George Shapiro: Where is this industry going 10 years from now? Since we know the human genome, we can now predict and prevent problems and slow down the dysfunction of the endocrine system and endocrine disruptors. By doing that, you can probably live till 150 in about 10 years. And Time magazine, a few years ago, had a big article: can this baby live till 150 years of age? With exosome technology, genetics, microbiomics, metabolomics, genomics, with all these new things and names that we didn’t have before, we basically can achieve a long healthy lifestyle. But we’re living younger, not older, basically. We’re not … We’re slowing down disease and preventing the disease.
George Shapiro: So before a patient ages and is on five medications, how about treating them so they never need those medications? A lot of physicians today do disease management, and we need those doctors. I was that type of doctor for about 18 years, and I still do that in my private office up in the suburbs. I still do … I have an active cardiology practice where I’m taking care of the disease.

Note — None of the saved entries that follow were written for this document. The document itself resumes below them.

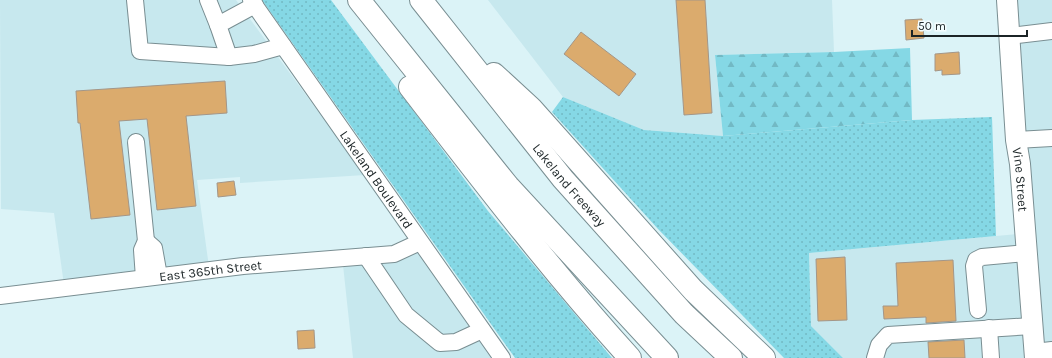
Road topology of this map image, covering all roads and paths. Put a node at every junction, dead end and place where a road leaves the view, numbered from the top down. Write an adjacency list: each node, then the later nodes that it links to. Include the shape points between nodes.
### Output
1 (135, 0): 13 (street, via 140,51)
2 (208, 0): 8 (street)
3 (354, 0): 28 (highway, via 398,72 501,205)
4 (359, 0): 29 (highway, via 508,186)
5 (421, 0): 9 (highway, Lakeland Freeway)
6 (1007, 0): 11 (main road, Vine Street)
7 (253, 3): 8 (street); 12 (street, Lakeland Boulevard)
8 (218, 25): 13 (street)
9 (444, 28): 30 (highway, Lakeland Freeway, via 563,179 684,314); 31 (highway, via 531,108 693,290)
10 (1052, 31): 11 (street)
11 (1010, 36): 15 (main road, Vine Street)
12 (283, 46): 13 (street, via 254,54); 17 (street, Lakeland Boulevard)
13 (229, 57)
14 (1052, 138): 15 (street)
15 (1016, 140): 18 (main road, Vine Street)
16 (136, 142): 20 (street, via 146,241 154,248)
17 (420, 242): 19 (street, East 365th Street, via 394,254); 25 (street, Lakeland Boulevard)
18 (1026, 253): 22 (street, via 976,260 974,266); 23 (main road, Vine Street)
19 (366, 256): 20 (street, East 365th Street, via 243,266); 25 (street, via 406,315 440,343 456,342)
20 (152, 277): 21 (street, East 365th Street)
21 (0, 296)
22 (978, 310)
23 (1032, 326): 24 (street); 26 (main road, Vine Street)
24 (989, 328): 32 (street, via 888,335); 33 (street)
25 (482, 330): 27 (street, Lakeland Boulevard)
26 (1040, 353)
27 (502, 358)
28 (630, 358)
29 (667, 358)
30 (731, 358)
31 (764, 358)
32 (874, 358)
33 (991, 358)

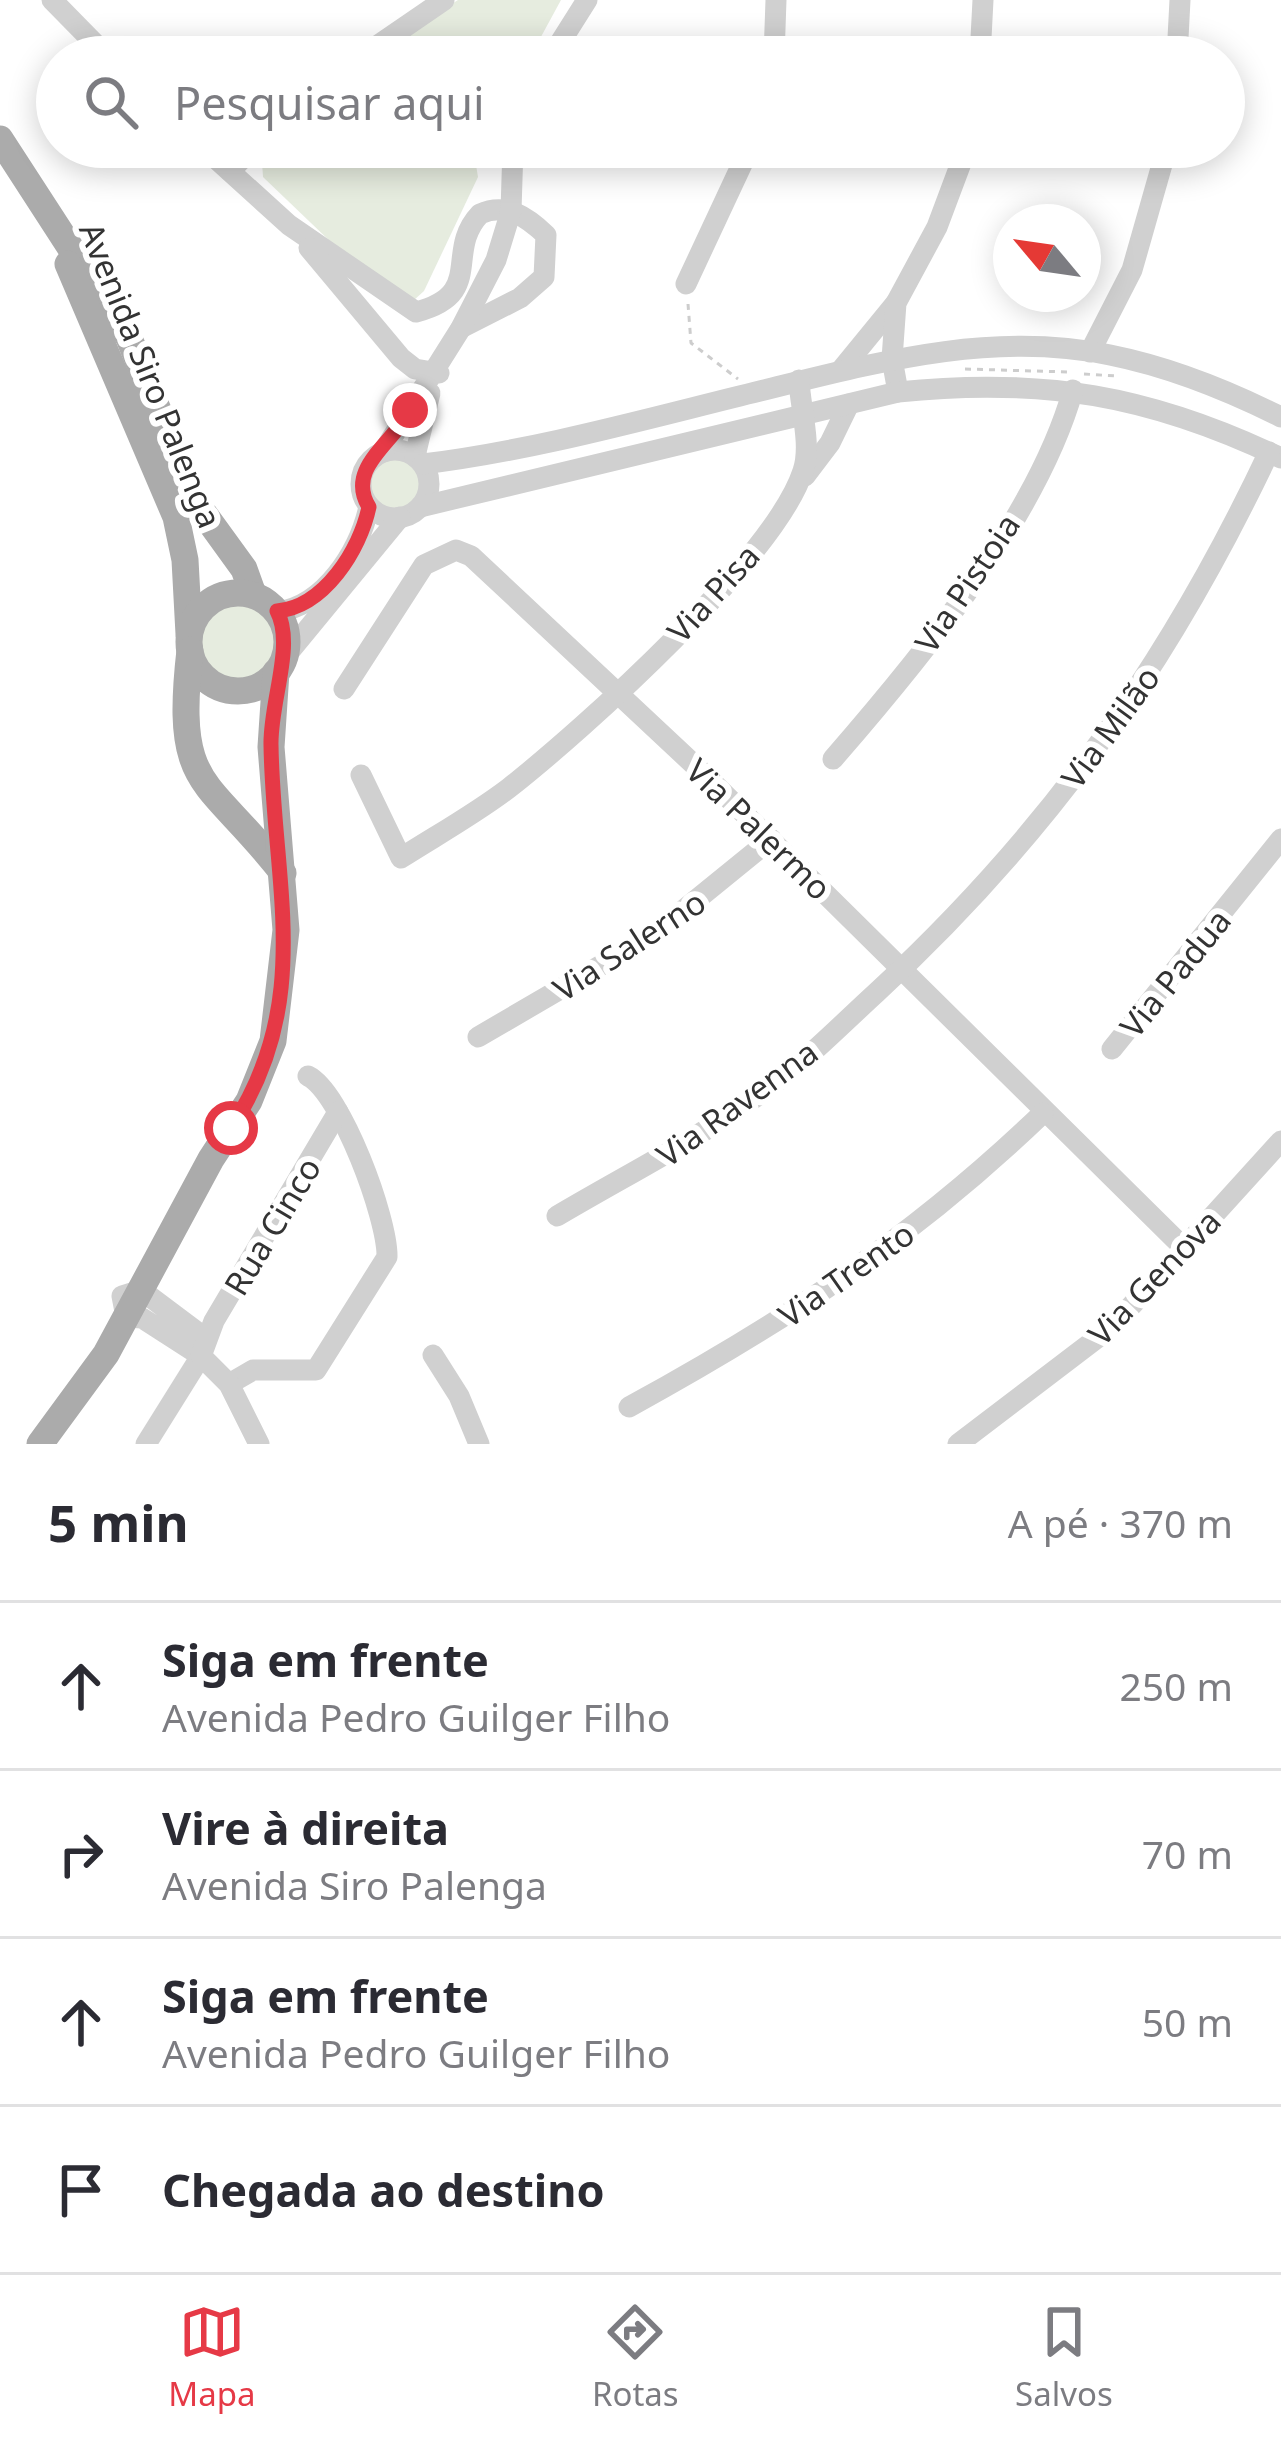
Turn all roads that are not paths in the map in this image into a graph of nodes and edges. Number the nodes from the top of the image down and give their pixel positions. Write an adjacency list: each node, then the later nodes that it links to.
1 (52, 0): 8 (street)
2 (92, 0): 8 (street)
3 (444, 0): 10 (street)
4 (587, 0): 11 (street)
5 (776, 0): 12 (street)
6 (982, 0): 13 (street)
7 (1180, 0): 14 (street)
8 (74, 19): 9 (street)
9 (89, 36)
10 (392, 36)
11 (564, 36)
12 (774, 36)
13 (981, 36)
14 (1178, 36)
15 (0, 139): 28 (main road, Avenida Siro Palenga)
16 (227, 168): 22 (street)
17 (233, 168): 22 (street)
18 (512, 168): 23 (street)
19 (740, 168): 25 (street)
20 (959, 168): 26 (street)
21 (1160, 168): 30 (street)
22 (230, 171): 24 (street)
23 (511, 211): 27 (street); 29 (street); 29 (street)
24 (289, 225): 27 (street); 31 (street)
25 (686, 284)
26 (896, 303): 32 (street); 34 (street)
27 (407, 310): 31 (street)
28 (106, 321): 57 (main road, Avenida Siro Palenga); 59 (main road, Avenida Siro Palenga)
29 (461, 328): 33 (street)
30 (1090, 352): 32 (street); 36 (street, Via Pistoia); 39 (street); 41 (street)
31 (401, 358): 33 (street)
32 (892, 359): 34 (street); 38 (street)
33 (439, 367): 47 (street); 51 (street)
34 (842, 369): 35 (street)
35 (799, 380): 37 (street); 42 (street, Via Pisa)
36 (1068, 390): 38 (street); 39 (street); 65 (street, Via Pistoia)
37 (758, 391): 43 (street); 44 (street)
38 (898, 392): 40 (street)
39 (1106, 395): 46 (street)
40 (849, 404): 42 (street); 54 (street, Via Pisa)
41 (1272, 412): 46 (street)
42 (802, 417): 43 (street); 54 (street, Via Pisa)
43 (773, 421): 50 (street)
44 (609, 428): 45 (street); 50 (street)
45 (583, 433): 48 (street); 52 (street)
46 (1246, 440): 49 (street)
47 (383, 452): 51 (street); 55 (street)
48 (485, 455): 51 (street); 53 (street)
49 (1275, 455): 70 (street, Via Milão)
50 (616, 458): 52 (street)
51 (419, 460): 56 (street)
52 (589, 464): 53 (street)
53 (492, 485): 56 (street)
54 (797, 485): 63 (street, Via Pisa)
55 (369, 507): 56 (street); 58 (street)
56 (410, 512): 60 (street)
57 (253, 593): 58 (main road); 59 (main road)
58 (277, 611): 60 (main road)
59 (189, 642): 62 (main road); 64 (main road, Avenida Siro Palenga)
60 (280, 665): 62 (main road); 69 (main road)
61 (344, 689): 63 (street, Via Palermo)
62 (233, 691): 64 (main road)
63 (617, 691): 66 (street, Via Pisa); 67 (street, Via Palermo)
64 (186, 746): 69 (main road)
65 (833, 759)
66 (361, 776)
67 (771, 839): 70 (street, Via Palermo); 71 (street, Via Salerno)
68 (1281, 839): 72 (street, Via Padua)
69 (283, 873): 81 (main road)
70 (903, 968): 75 (street, Via Palermo); 79 (street, Via Ravenna)
71 (478, 1037)
72 (1112, 1049)
73 (308, 1076): 74 (street)
74 (338, 1112): 77 (street, Rua Cinco); 78 (street)
75 (1043, 1113): 80 (street, Via Palermo); 85 (street, Via Trento)
76 (1281, 1141): 80 (street, Via Genova)
77 (317, 1154): 78 (street); 82 (street, Rua Cinco)
78 (357, 1155): 84 (street)
79 (557, 1216)
80 (1184, 1248): 90 (street, Via Genova)
81 (137, 1305): 82 (street); 87 (main road)
82 (203, 1347): 84 (street); 86 (street, Rua Cinco)
83 (433, 1355): 89 (street)
84 (229, 1384): 88 (street)
85 (629, 1407)
86 (151, 1442)
87 (40, 1444)
88 (259, 1444)
89 (479, 1444)
90 (958, 1444)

In New York City, at Cenegenics, we’re preventing and being proactive with diseases.
Saad Alam: Do you think it’s crazy for a 36-year-old that’s healthy, like me, to come to you?
George Shapiro: Let’s talk about age of patients that come to Cenegenics. I have patients as young as their upper 20s and low 30s who come here because they’re smarter, they’re educated. We have the internet. They can Google. They know what’s going to happen. They want to prevent it. I have a larger patient base now of patients in their 30s, compared to when I first started medicine 30 years ago, where the average patient was 60 and 70 and 80 years old, 80 years of age. Now I’m seeing a younger patient who wants to stay young and prevent the problem.